Segment Start: Record extracts
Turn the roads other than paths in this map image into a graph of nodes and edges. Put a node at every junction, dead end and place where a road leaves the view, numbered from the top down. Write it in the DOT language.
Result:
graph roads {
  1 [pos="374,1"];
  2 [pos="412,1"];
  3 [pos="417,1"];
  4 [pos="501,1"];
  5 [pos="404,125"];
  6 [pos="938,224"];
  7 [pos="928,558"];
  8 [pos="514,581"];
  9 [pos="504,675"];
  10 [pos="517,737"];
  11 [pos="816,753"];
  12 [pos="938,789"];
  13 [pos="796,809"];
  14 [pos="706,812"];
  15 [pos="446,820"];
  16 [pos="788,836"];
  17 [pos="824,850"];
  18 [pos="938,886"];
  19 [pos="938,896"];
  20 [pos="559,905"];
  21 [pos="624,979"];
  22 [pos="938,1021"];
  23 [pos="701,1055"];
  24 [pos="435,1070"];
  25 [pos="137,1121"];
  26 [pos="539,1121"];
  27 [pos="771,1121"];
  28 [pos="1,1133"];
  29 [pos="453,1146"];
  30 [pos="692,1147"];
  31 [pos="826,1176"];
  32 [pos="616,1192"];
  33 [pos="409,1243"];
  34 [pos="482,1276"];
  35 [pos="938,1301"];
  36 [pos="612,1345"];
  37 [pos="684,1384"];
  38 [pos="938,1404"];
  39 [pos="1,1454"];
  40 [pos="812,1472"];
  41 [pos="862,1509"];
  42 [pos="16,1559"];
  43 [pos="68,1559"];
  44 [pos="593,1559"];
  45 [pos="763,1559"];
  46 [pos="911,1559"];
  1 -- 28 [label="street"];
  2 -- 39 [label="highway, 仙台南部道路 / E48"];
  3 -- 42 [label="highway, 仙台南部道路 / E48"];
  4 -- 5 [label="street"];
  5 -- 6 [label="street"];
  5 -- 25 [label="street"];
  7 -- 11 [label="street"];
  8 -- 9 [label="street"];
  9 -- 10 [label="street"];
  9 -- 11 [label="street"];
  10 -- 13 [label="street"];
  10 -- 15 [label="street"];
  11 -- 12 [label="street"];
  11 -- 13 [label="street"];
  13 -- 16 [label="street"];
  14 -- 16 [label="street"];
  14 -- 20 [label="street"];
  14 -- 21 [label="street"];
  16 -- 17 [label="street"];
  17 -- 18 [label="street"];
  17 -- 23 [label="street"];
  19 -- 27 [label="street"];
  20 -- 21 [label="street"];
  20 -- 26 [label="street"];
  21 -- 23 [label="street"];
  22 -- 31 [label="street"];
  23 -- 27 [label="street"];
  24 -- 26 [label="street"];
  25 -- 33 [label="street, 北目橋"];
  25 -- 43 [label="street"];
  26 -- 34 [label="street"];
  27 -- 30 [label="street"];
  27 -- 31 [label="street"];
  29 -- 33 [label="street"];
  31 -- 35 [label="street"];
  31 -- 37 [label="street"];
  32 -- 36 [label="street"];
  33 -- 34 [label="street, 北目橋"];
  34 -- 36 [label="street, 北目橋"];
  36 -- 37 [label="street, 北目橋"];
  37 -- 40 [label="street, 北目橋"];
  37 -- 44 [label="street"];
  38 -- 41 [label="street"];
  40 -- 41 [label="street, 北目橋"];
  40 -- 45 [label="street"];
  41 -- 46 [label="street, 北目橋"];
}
Segment End: Record extracts
* Your task
An exact copy of every line above is needed.

* Your solution
Turn the roads other than paths in this map image into a graph of nodes and edges. Put a node at every junction, dead end and place where a road leaves the view, numbered from the top down. Write it in the DOT language.
Result:
graph roads {
  1 [pos="374,1"];
  2 [pos="412,1"];
  3 [pos="417,1"];
  4 [pos="501,1"];
  5 [pos="404,125"];
  6 [pos="938,224"];
  7 [pos="928,558"];
  8 [pos="514,581"];
  9 [pos="504,675"];
  10 [pos="517,737"];
  11 [pos="816,753"];
  12 [pos="938,789"];
  13 [pos="796,809"];
  14 [pos="706,812"];
  15 [pos="446,820"];
  16 [pos="788,836"];
  17 [pos="824,850"];
  18 [pos="938,886"];
  19 [pos="938,896"];
  20 [pos="559,905"];
  21 [pos="624,979"];
  22 [pos="938,1021"];
  23 [pos="701,1055"];
  24 [pos="435,1070"];
  25 [pos="137,1121"];
  26 [pos="539,1121"];
  27 [pos="771,1121"];
  28 [pos="1,1133"];
  29 [pos="453,1146"];
  30 [pos="692,1147"];
  31 [pos="826,1176"];
  32 [pos="616,1192"];
  33 [pos="409,1243"];
  34 [pos="482,1276"];
  35 [pos="938,1301"];
  36 [pos="612,1345"];
  37 [pos="684,1384"];
  38 [pos="938,1404"];
  39 [pos="1,1454"];
  40 [pos="812,1472"];
  41 [pos="862,1509"];
  42 [pos="16,1559"];
  43 [pos="68,1559"];
  44 [pos="593,1559"];
  45 [pos="763,1559"];
  46 [pos="911,1559"];
  1 -- 28 [label="street"];
  2 -- 39 [label="highway, 仙台南部道路 / E48"];
  3 -- 42 [label="highway, 仙台南部道路 / E48"];
  4 -- 5 [label="street"];
  5 -- 6 [label="street"];
  5 -- 25 [label="street"];
  7 -- 11 [label="street"];
  8 -- 9 [label="street"];
  9 -- 10 [label="street"];
  9 -- 11 [label="street"];
  10 -- 13 [label="street"];
  10 -- 15 [label="street"];
  11 -- 12 [label="street"];
  11 -- 13 [label="street"];
  13 -- 16 [label="street"];
  14 -- 16 [label="street"];
  14 -- 20 [label="street"];
  14 -- 21 [label="street"];
  16 -- 17 [label="street"];
  17 -- 18 [label="street"];
  17 -- 23 [label="street"];
  19 -- 27 [label="street"];
  20 -- 21 [label="street"];
  20 -- 26 [label="street"];
  21 -- 23 [label="street"];
  22 -- 31 [label="street"];
  23 -- 27 [label="street"];
  24 -- 26 [label="street"];
  25 -- 33 [label="street, 北目橋"];
  25 -- 43 [label="street"];
  26 -- 34 [label="street"];
  27 -- 30 [label="street"];
  27 -- 31 [label="street"];
  29 -- 33 [label="street"];
  31 -- 35 [label="street"];
  31 -- 37 [label="street"];
  32 -- 36 [label="street"];
  33 -- 34 [label="street, 北目橋"];
  34 -- 36 [label="street, 北目橋"];
  36 -- 37 [label="street, 北目橋"];
  37 -- 40 [label="street, 北目橋"];
  37 -- 44 [label="street"];
  38 -- 41 [label="street"];
  40 -- 41 [label="street, 北目橋"];
  40 -- 45 [label="street"];
  41 -- 46 [label="street, 北目橋"];
}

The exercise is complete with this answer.